▶ _Problem details_
All records, exactly as written, minus the pictures: copy them out.

Collected data
::::
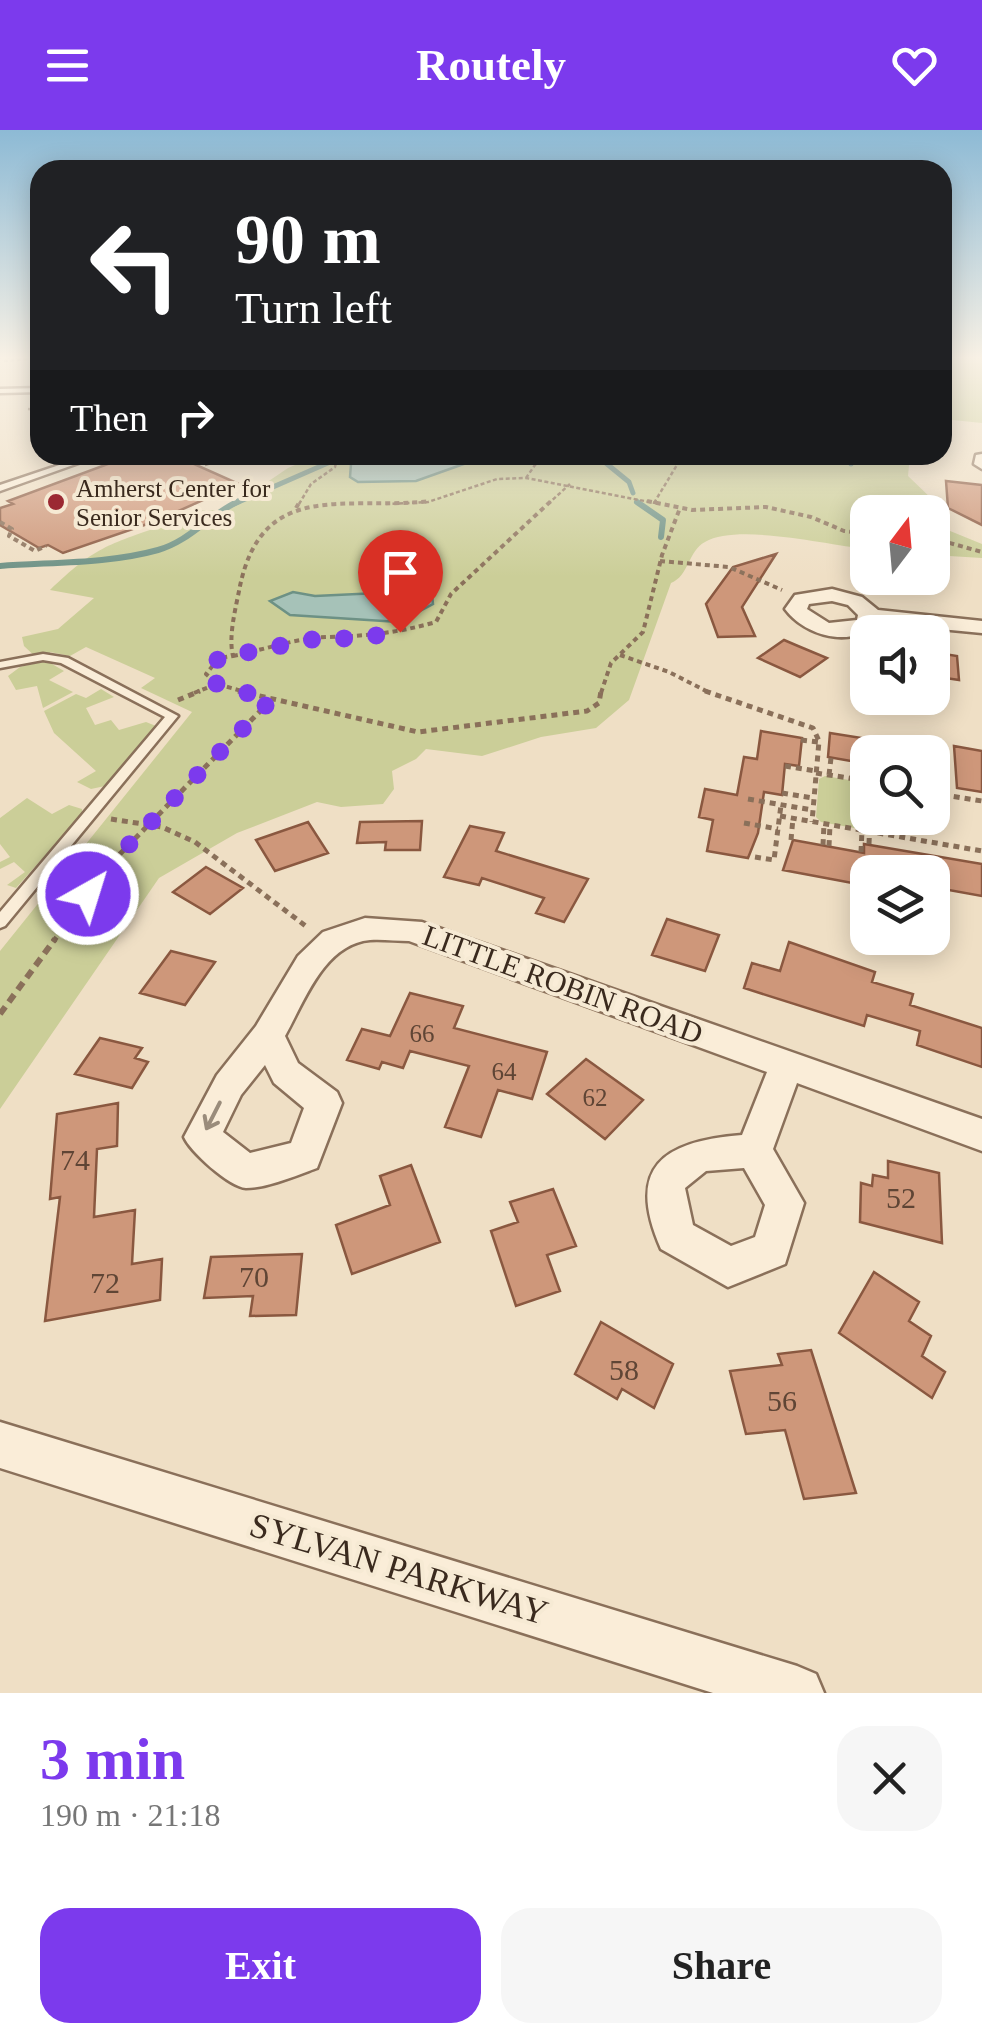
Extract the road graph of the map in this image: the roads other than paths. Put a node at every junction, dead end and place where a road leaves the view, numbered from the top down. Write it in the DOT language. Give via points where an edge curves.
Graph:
graph roads {
  1 [pos="68,465"];
  2 [pos="0,488"];
  3 [pos="869,616"];
  4 [pos="950,624"];
  5 [pos="982,627"];
  6 [pos="0,666"];
  7 [pos="0,922"];
  8 [pos="268,1036"];
  9 [pos="787,1065"];
  10 [pos="982,1135"];
  11 [pos="754,1151"];
  12 [pos="0,1445"];
  13 [pos="797,1693"];
  1 -- 2 [label="lane"];
  3 -- 3 [label="street" via="860,628 826,629 796,609 802,599 820,594 844,597"];
  4 -- 5 [label="street"];
  6 -- 7 [label="lane" via="44,656 64,660 172,716"];
  8 -- 9 [label="street, LITTLE ROBIN ROAD" via="309,964 334,940 365,929 411,930"];
  9 -- 10 [label="street, LITTLE ROBIN ROAD"];
  9 -- 11 [label="street"];
  12 -- 13 [label="street, SYLVAN PARKWAY"];
}
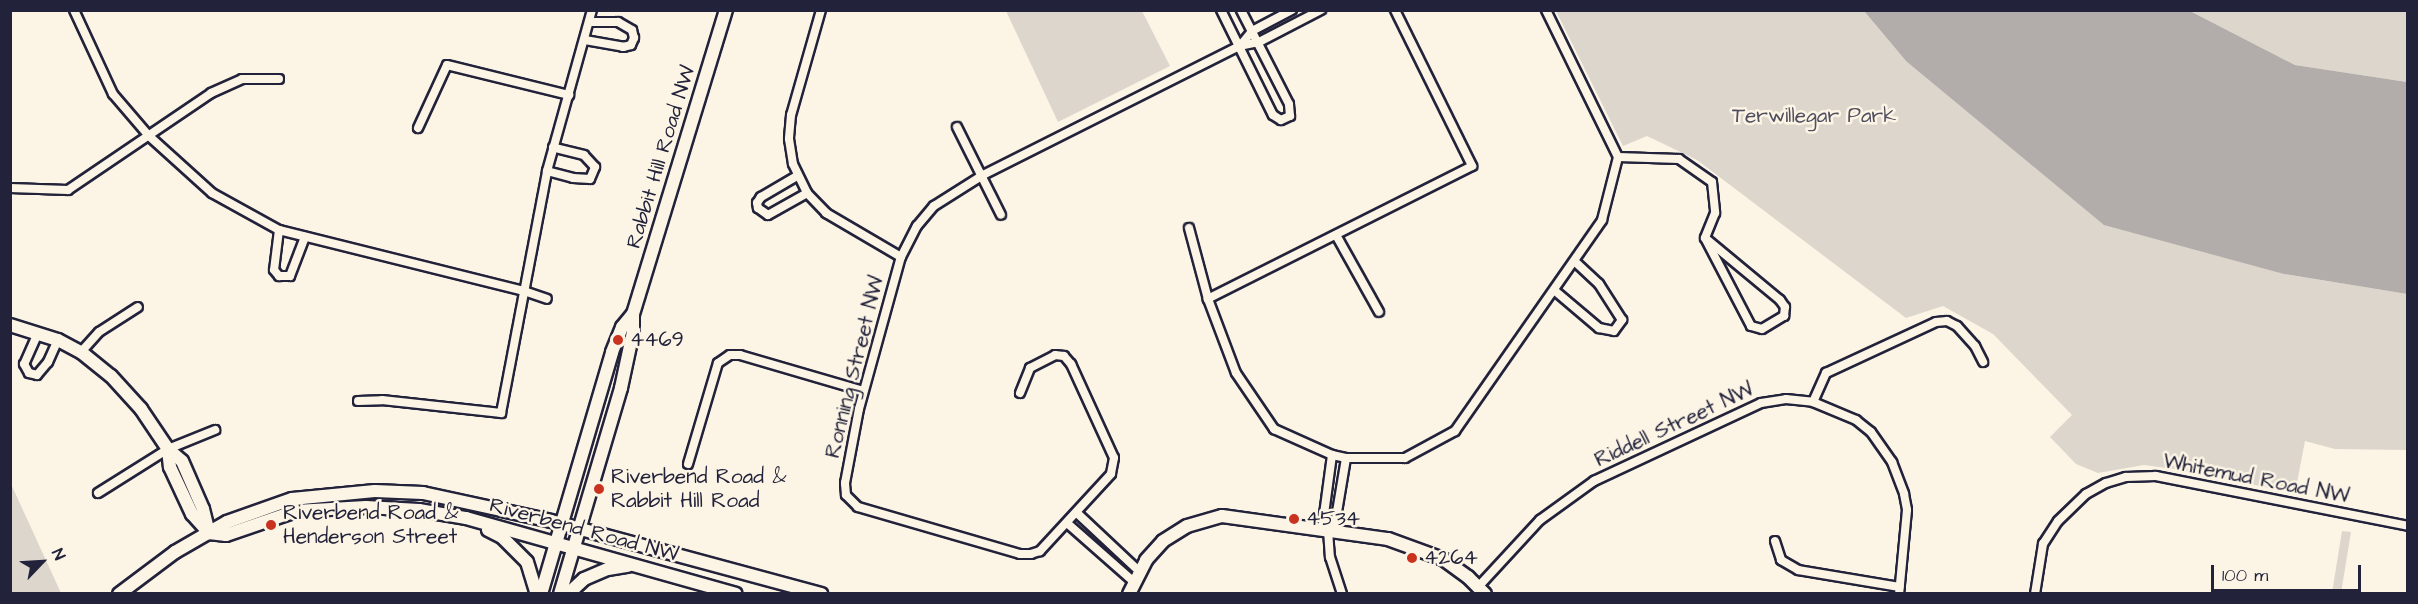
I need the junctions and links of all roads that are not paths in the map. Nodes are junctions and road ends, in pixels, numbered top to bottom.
::::
▶ _Response to the task_
Extract the road graph of the map in this image: the roads other than paths. Put a node at every junction, dead end and place where a road leaves the view, numbered from the top down. Write it in the DOT language. Give via points where an edge curves.
Graph:
graph roads {
  1 [pos="68,465"];
  2 [pos="0,488"];
  3 [pos="869,616"];
  4 [pos="950,624"];
  5 [pos="982,627"];
  6 [pos="0,666"];
  7 [pos="0,922"];
  8 [pos="268,1036"];
  9 [pos="787,1065"];
  10 [pos="982,1135"];
  11 [pos="754,1151"];
  12 [pos="0,1445"];
  13 [pos="797,1693"];
  1 -- 2 [label="lane"];
  3 -- 3 [label="street" via="860,628 826,629 796,609 802,599 820,594 844,597"];
  4 -- 5 [label="street"];
  6 -- 7 [label="lane" via="44,656 64,660 172,716"];
  8 -- 9 [label="street, LITTLE ROBIN ROAD" via="309,964 334,940 365,929 411,930"];
  9 -- 10 [label="street, LITTLE ROBIN ROAD"];
  9 -- 11 [label="street"];
  12 -- 13 [label="street, SYLVAN PARKWAY"];
}
I need the junctions and links of all roads that are not paths in the map. Nodes are junctions and road ends, in pixels, numbered top to bottom.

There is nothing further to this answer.